● **INFORMATION PROVIDED**:
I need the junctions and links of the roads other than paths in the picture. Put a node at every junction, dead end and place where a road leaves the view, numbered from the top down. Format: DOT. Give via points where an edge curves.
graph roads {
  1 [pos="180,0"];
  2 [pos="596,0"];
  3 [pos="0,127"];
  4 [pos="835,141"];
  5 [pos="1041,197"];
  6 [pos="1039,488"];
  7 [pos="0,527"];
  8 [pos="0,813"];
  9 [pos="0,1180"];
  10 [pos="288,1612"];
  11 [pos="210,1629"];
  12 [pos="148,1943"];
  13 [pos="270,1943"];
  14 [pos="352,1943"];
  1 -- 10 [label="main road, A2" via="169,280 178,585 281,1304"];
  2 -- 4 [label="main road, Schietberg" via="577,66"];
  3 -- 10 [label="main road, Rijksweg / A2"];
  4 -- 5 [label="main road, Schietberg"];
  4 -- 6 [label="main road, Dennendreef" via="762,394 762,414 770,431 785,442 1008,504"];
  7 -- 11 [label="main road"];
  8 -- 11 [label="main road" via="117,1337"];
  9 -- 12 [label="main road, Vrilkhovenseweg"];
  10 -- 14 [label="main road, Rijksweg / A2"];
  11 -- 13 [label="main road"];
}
...
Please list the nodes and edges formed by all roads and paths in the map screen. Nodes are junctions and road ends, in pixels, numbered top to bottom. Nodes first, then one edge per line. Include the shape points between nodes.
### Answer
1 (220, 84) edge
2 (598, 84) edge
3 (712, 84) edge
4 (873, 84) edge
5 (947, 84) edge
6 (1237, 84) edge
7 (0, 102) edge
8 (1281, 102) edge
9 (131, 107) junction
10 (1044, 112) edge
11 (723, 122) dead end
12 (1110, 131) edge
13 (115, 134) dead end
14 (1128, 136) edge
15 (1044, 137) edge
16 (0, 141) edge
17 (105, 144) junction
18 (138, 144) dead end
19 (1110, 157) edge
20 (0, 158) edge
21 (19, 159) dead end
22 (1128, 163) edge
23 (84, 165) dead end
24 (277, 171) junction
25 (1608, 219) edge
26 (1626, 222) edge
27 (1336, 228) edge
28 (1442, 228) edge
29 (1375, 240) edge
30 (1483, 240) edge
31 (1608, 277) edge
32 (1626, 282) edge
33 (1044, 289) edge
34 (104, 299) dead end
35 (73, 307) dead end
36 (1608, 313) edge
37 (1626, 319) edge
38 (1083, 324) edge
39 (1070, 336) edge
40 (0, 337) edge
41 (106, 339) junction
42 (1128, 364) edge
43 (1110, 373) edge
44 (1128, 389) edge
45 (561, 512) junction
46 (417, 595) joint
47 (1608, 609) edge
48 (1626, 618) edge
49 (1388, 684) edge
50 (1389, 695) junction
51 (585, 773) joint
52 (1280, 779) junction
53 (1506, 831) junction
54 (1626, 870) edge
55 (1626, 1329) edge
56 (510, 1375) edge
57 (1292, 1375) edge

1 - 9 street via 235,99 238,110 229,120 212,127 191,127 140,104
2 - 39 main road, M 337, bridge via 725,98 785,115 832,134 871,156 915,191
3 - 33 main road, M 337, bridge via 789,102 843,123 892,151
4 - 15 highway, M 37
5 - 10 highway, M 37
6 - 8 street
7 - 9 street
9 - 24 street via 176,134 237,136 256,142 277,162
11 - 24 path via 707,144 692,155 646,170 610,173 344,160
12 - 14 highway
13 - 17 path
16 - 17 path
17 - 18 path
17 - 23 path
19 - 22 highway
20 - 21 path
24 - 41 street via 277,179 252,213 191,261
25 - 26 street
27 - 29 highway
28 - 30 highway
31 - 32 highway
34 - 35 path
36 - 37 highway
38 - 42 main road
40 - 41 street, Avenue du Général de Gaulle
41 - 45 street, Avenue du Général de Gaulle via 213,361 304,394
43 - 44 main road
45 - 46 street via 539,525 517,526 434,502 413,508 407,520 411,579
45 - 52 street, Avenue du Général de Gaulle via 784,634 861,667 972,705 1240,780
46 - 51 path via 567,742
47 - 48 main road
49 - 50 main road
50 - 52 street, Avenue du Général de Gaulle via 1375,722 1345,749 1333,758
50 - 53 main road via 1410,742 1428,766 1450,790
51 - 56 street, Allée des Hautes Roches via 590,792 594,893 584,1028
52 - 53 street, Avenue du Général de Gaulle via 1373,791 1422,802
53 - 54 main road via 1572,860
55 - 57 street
--
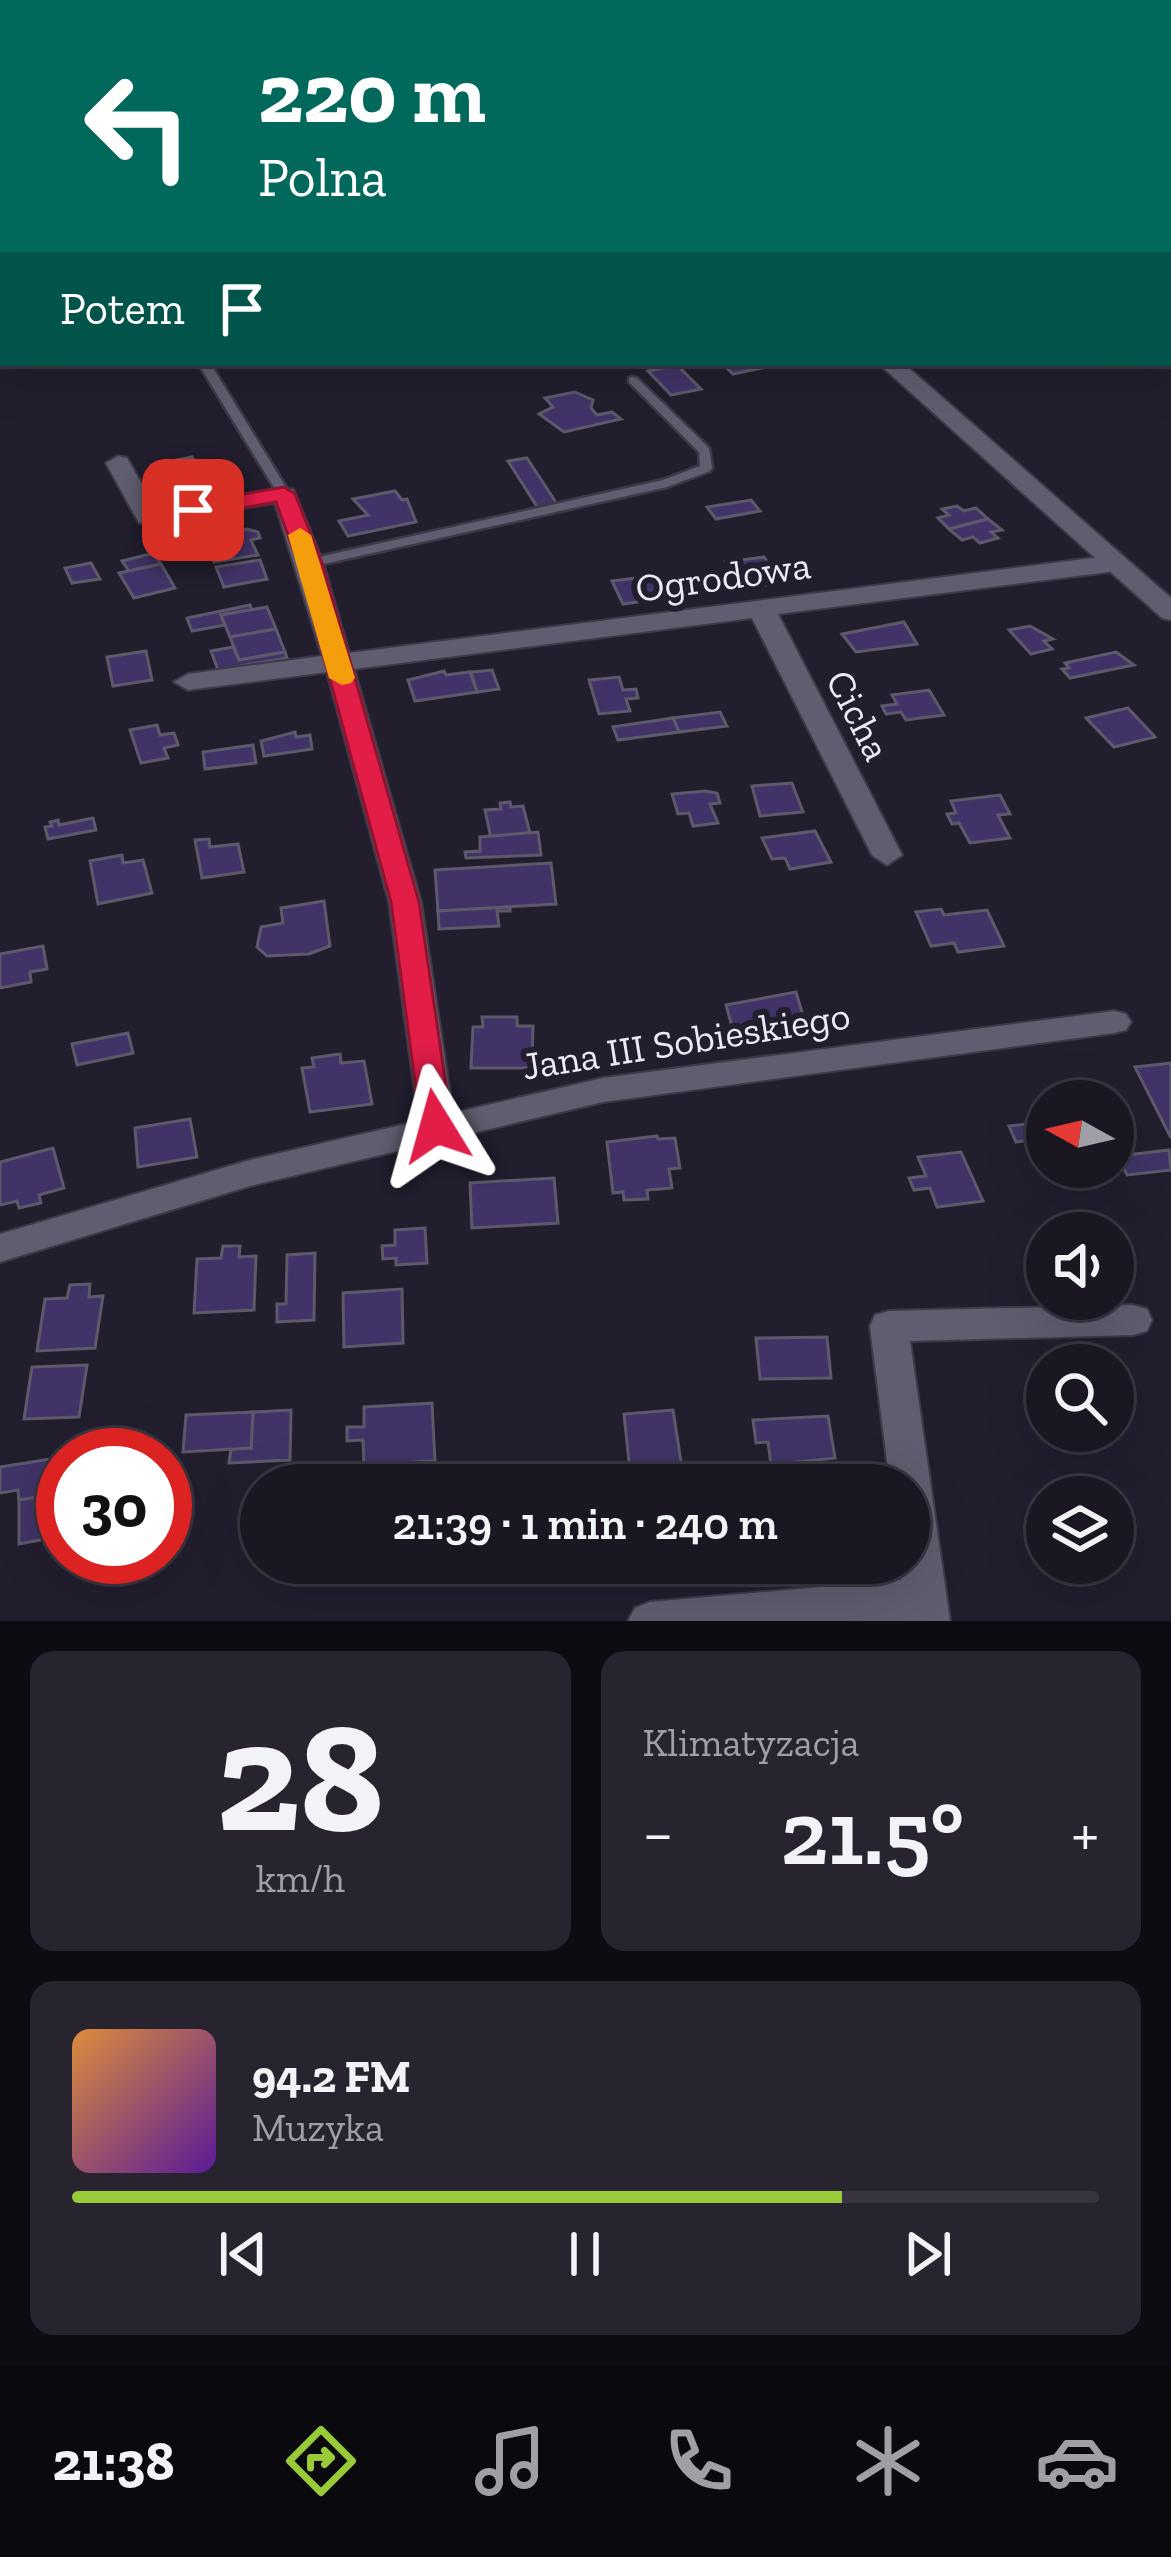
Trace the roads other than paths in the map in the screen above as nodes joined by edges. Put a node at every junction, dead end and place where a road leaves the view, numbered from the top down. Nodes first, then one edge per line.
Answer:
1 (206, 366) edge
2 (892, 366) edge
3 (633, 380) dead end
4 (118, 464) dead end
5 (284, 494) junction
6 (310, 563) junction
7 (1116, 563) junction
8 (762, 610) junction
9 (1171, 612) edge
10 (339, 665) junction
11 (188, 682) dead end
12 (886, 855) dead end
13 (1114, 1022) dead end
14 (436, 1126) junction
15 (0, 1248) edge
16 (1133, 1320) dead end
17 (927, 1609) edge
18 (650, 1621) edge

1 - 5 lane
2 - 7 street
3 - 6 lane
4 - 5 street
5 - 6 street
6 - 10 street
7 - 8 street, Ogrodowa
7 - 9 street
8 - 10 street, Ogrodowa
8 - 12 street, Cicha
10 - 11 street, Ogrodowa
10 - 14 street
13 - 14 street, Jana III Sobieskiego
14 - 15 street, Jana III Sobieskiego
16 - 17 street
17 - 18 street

● **EXERCISE BRIEF**: Please show the lines in the entries above that hold the string "screen".

● **RESPONSE**:
Please list the nodes and edges formed by all roads and paths in the map screen. Nodes are junctions and road ends, in pixels, numbered top to bottom. Nodes first, then one edge per line. Include the shape points between nodes.
Trace the roads other than paths in the map in the screen above as nodes joined by edges. Put a node at every junction, dead end and place where a road leaves the view, numbered from the top down. Nodes first, then one edge per line.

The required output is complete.